S Rajagopalan/Newindpress
Washington, Dec 7: In a shooting spree that brought back memories of the Virginia Tech massacre last April, a gun-toting school dropout went on the rampage in a shopping mall in Omaha in Nebraska on Wednesday, killing eight people and wounding five others, before taking his own life.
The gunman, 19-year-old Robert Hawkins, was said to be a depressed youth with emotional problems, who had just lost his job and broken up with a girlfriend. He reportedly left several suicide notes. In one, he said he wanted to "go out in style". In another, he wrote, "Now, I'll be famous."
Two of the five injured shoppers were in a critical condition. The shooter, armed with an SKS assault rifle and wearing a camouflage vest, struck at the fashionable Von Maur department store at Omaha's Westroads Mall, which was crowded with holiday shoppers.
Witnesses said they heard a burst of some 30-40 rounds as terrified employees and shoppers fled or cowered for cover as the shots rang out. Omaha's Police Chief Thomas Warren said the shooting appeared to be "very random and without provocation".
The incident has once again turned the spotlight on the US's rampant gun culture, aided greatly by the constitutional right to bear arms and an overactive gun lobby. In Nebraska as in most states, private gun ownership is legal and widespread.
In the Virginia Tech episode in April, Seung-Hui Cho, a 19-year-old student of South Korean descent, had shot dead 32 people and wounded many more on the university campus in Blacksburg, Virginia, before killing himself. Cho, a loner, also had a record of mental depression.
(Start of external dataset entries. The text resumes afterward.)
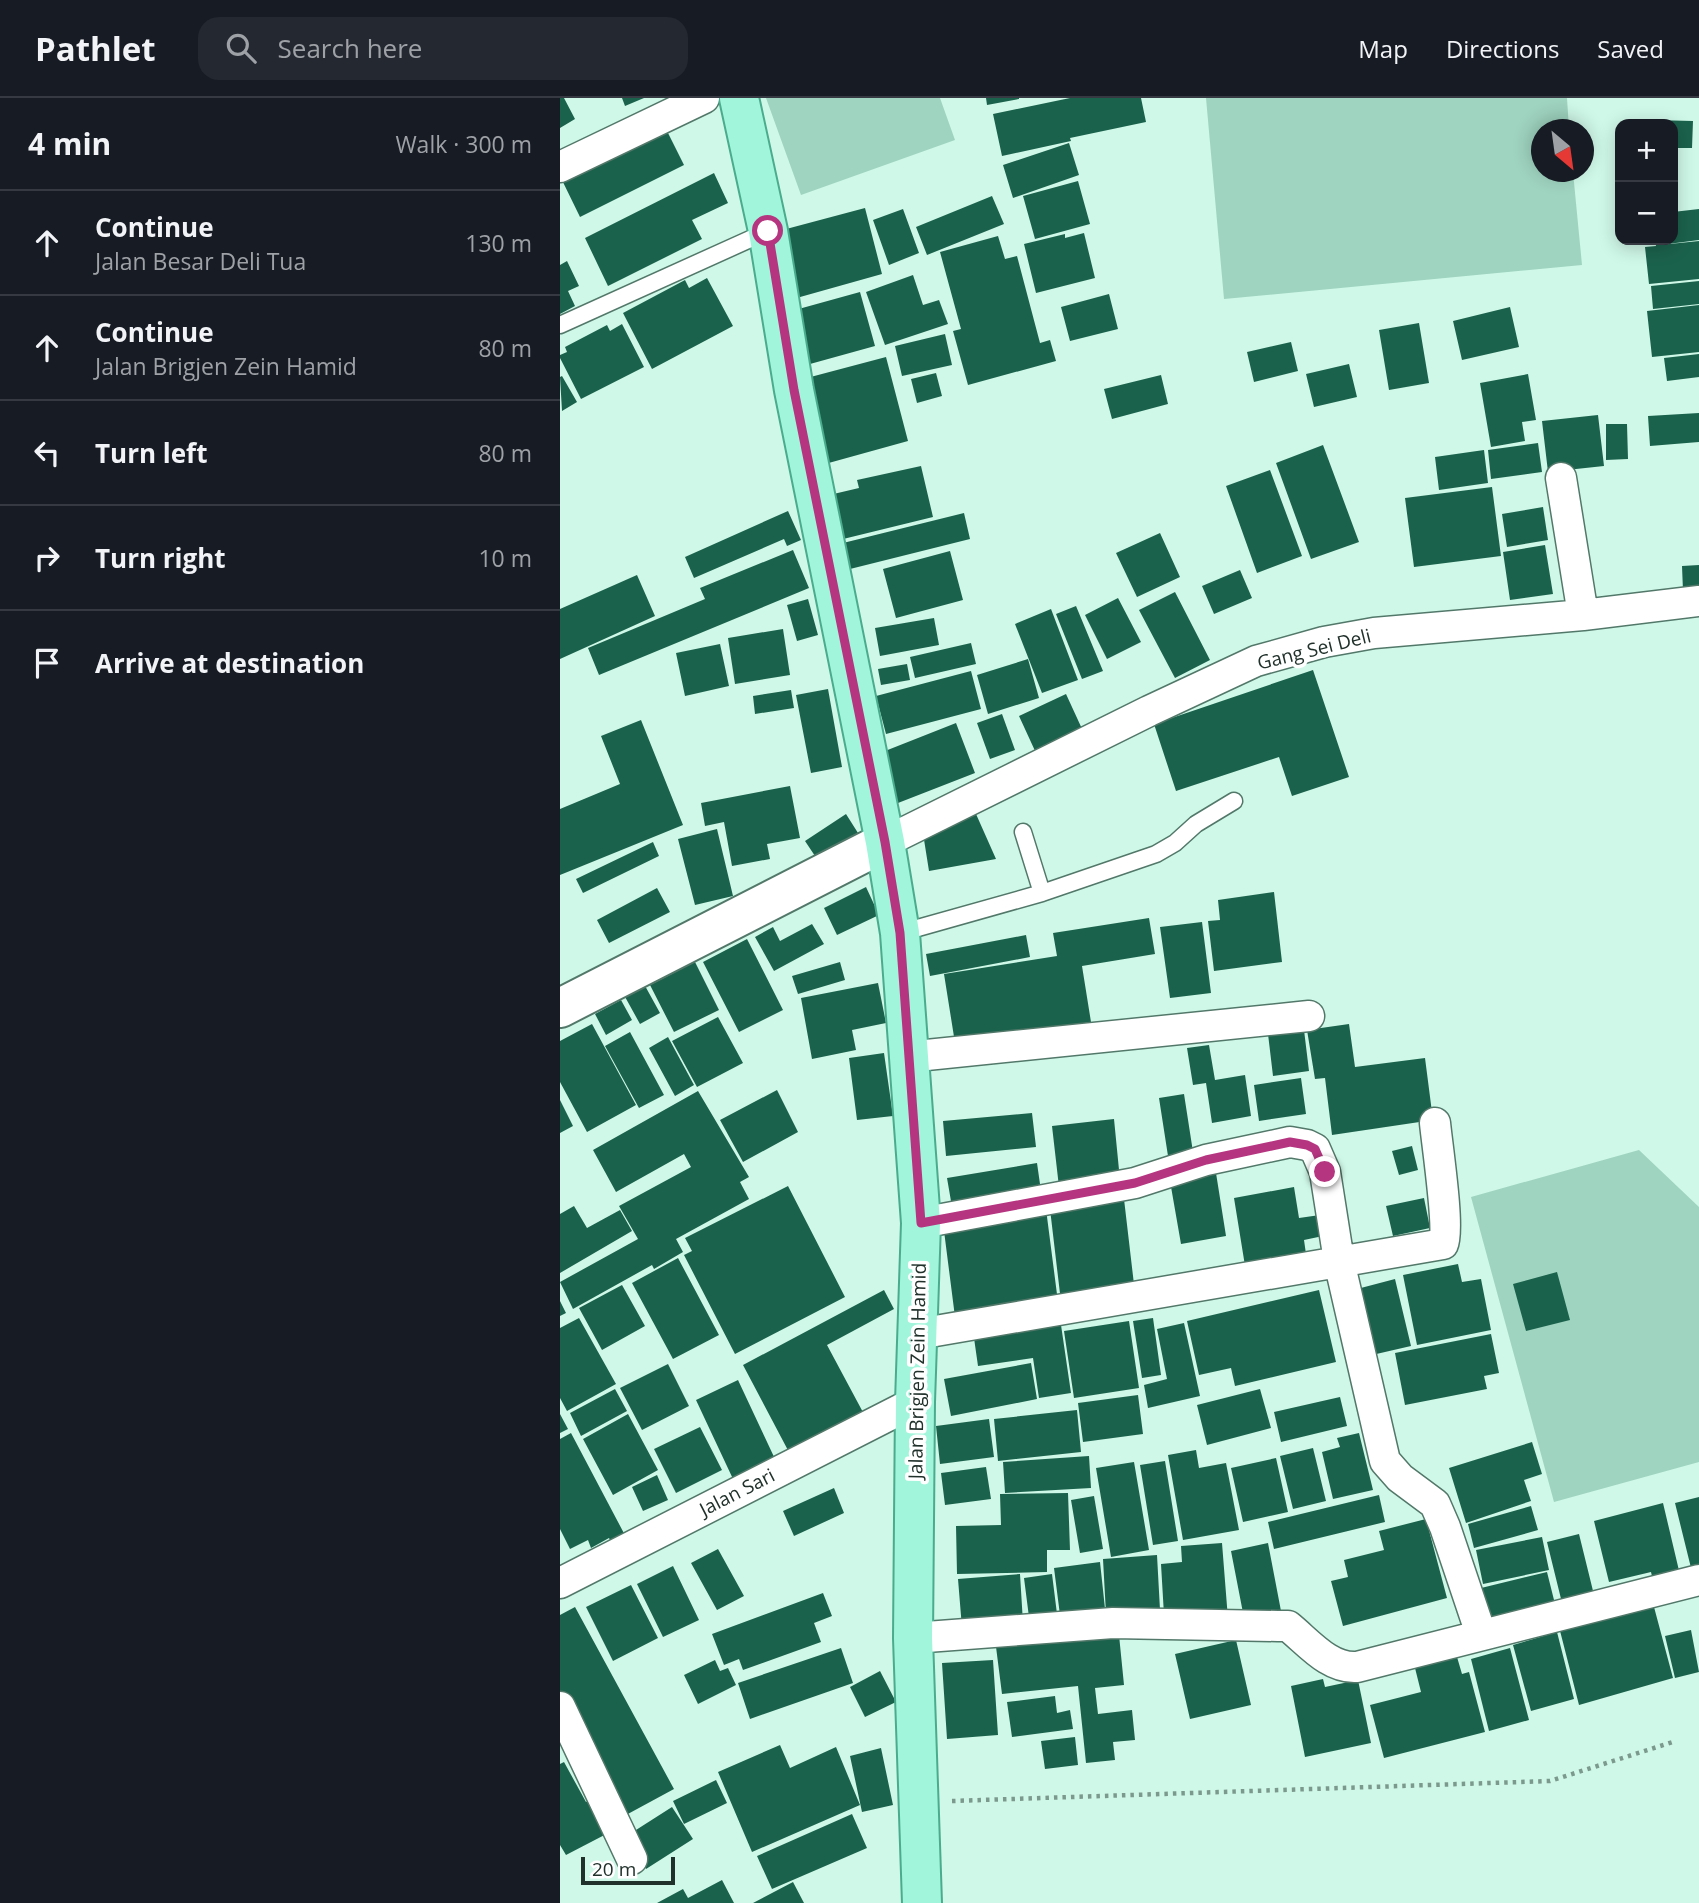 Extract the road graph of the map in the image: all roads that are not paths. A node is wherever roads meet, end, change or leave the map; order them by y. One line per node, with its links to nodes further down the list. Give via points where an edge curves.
1 (705, 98): 3 (street)
2 (739, 98): 4 (main road, Jalan Brigjen Zein Hamid)
3 (560, 167)
4 (768, 231): 5 (lane); 11 (main road, Jalan Brigjen Zein Hamid, via 794,390)
5 (560, 325)
6 (1561, 478): 8 (street)
7 (1699, 601): 8 (street, Gang Sei Deli)
8 (1583, 615): 11 (street, Gang Sei Deli, via 1374,633 1256,661)
9 (1234, 801): 12 (lane, via 1196,824 1166,850)
10 (1023, 832): 12 (lane)
11 (885, 842): 13 (main road, Jalan Brigjen Zein Hamid); 14 (street)
12 (1042, 893): 13 (lane)
13 (900, 933): 16 (main road, Jalan Brigjen Zein Hamid)
14 (560, 1008)
15 (1309, 1016): 16 (street)
16 (908, 1057): 18 (main road, Jalan Brigjen Zein Hamid)
17 (1435, 1123): 19 (street, via 1445,1243)
18 (921, 1223): 19 (street, via 1135,1183 1206,1160 1290,1142 1315,1149 1321,1158); 20 (main road, Jalan Brigjen Zein Hamid)
19 (1339, 1261): 20 (street); 24 (street, via 1385,1461 1435,1504)
20 (918, 1334): 21 (main road, Jalan Brigjen Zein Hamid)
21 (915, 1402): 23 (street, Jalan Sari); 25 (main road, Jalan Brigjen Zein Hamid)
22 (1699, 1580): 24 (street)
23 (560, 1583)
24 (1481, 1634): 25 (street, via 1349,1667 1333,1662 1288,1626 1113,1623)
25 (913, 1638): 28 (main road, Jalan Brigjen Zein Hamid)
26 (560, 1707): 27 (street)
27 (632, 1859)
28 (922, 1903)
Television broadcasts from Omaha quoted acquaintances as saying that Hawkins was a troubled youth who dropped out of high school a year ago. He had just been fired from a job at a local McDonald's and had been taking medication for emotional problems. "He was depressed the last couple months, but I never thought he'd do something that extreme," a friend said.
In a note addressed to his landlady, Debora Maruca Kovac, Hawkins said that he was sorry for everything, that he didn't want to be a burden to anybody, he loved his family, he loved all of his friends. He went on to say that he was "a piece of shit all of his life", but would now be famous.
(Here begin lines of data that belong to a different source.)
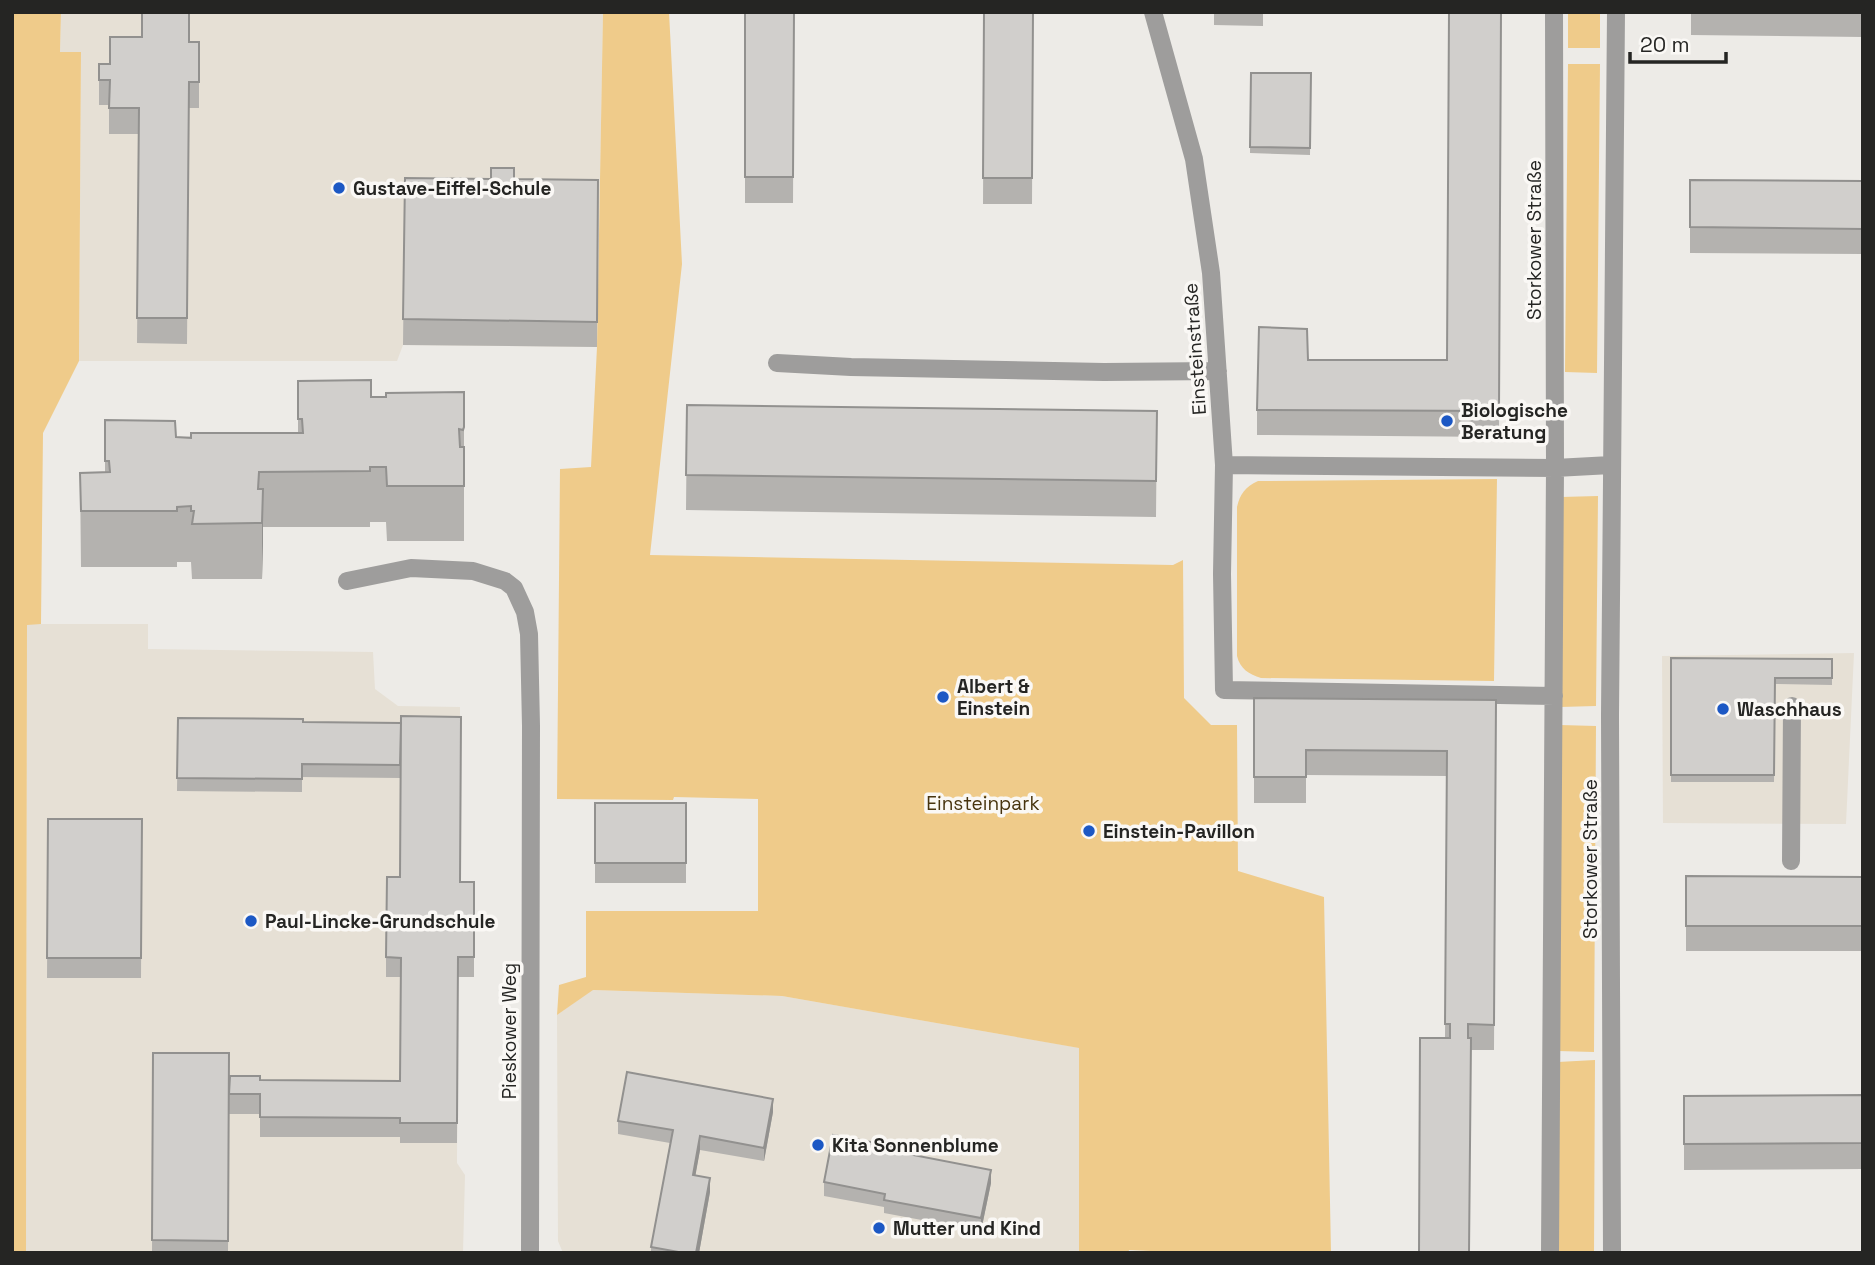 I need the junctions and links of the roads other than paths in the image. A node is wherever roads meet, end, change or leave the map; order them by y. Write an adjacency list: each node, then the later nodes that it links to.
1 (1153, 12): 5 (street, Einsteinstraße)
2 (1554, 12): 8 (street, Storkower Straße)
3 (1616, 12): 7 (street, Storkower Straße)
4 (777, 363): 5 (street)
5 (1219, 371): 6 (street, Einsteinstraße)
6 (1224, 465): 8 (street); 10 (street, Einsteinstraße)
7 (1611, 465): 8 (street); 15 (street, Storkower Straße)
8 (1555, 468): 10 (street, Storkower Straße)
9 (347, 581): 13 (street, Pieskower Weg)
10 (1554, 696): 14 (street, Storkower Straße)
11 (1792, 706): 12 (street)
12 (1791, 861)
13 (530, 1253)
14 (1550, 1253)
15 (1612, 1253)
"He was withdrawn. He was like a lost pound puppy that nobody wanted… He had a lot of emotional problems," Kovac said of the youth who had come to live in her house a few months ago after leaving his own mother's house.
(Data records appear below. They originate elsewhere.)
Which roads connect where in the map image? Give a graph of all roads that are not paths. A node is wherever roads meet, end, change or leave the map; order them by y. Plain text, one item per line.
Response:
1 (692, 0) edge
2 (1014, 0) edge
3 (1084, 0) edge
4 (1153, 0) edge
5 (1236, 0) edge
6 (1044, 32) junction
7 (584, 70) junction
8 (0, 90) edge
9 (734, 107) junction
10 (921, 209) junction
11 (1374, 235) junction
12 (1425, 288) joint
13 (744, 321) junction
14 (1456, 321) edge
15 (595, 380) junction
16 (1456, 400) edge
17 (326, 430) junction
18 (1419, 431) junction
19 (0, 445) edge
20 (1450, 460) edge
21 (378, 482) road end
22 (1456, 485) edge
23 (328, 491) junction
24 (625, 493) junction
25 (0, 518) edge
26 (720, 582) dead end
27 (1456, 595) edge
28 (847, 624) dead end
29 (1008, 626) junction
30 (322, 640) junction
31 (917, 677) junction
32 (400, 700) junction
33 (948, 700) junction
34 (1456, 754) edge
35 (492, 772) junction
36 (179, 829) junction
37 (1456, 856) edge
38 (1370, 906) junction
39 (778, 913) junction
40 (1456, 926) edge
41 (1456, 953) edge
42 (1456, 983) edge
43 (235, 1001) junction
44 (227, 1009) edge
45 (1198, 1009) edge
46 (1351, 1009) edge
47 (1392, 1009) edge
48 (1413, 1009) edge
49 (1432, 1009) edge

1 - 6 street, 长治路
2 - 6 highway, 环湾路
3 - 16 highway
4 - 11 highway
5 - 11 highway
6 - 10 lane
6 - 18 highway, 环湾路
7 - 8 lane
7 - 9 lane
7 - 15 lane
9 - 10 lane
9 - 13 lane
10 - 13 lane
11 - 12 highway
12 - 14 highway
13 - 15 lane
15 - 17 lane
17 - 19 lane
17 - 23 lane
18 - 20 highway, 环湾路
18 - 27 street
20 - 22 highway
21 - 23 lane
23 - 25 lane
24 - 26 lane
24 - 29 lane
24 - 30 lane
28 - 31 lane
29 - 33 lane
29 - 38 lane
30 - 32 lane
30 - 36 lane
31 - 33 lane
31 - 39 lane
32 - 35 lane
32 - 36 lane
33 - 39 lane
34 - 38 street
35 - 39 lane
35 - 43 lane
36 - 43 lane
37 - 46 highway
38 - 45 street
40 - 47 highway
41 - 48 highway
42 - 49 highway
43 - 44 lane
Reports said Hawkins had been sent to jail for seven days in 2005 for disorderly conduct. And last Friday, he had been arrested for being a minor in possession of alcohol. The legal drinking age in the US is 21.
Hours before the shooting episode, President George W Bush was in Omaha for a fund-raiser. A White House statement said that Bush, who had left the city an hour before the shootings, was "deeply saddened" by the incident and "his thoughts and prayers are with the victims and their families on Thursday evening".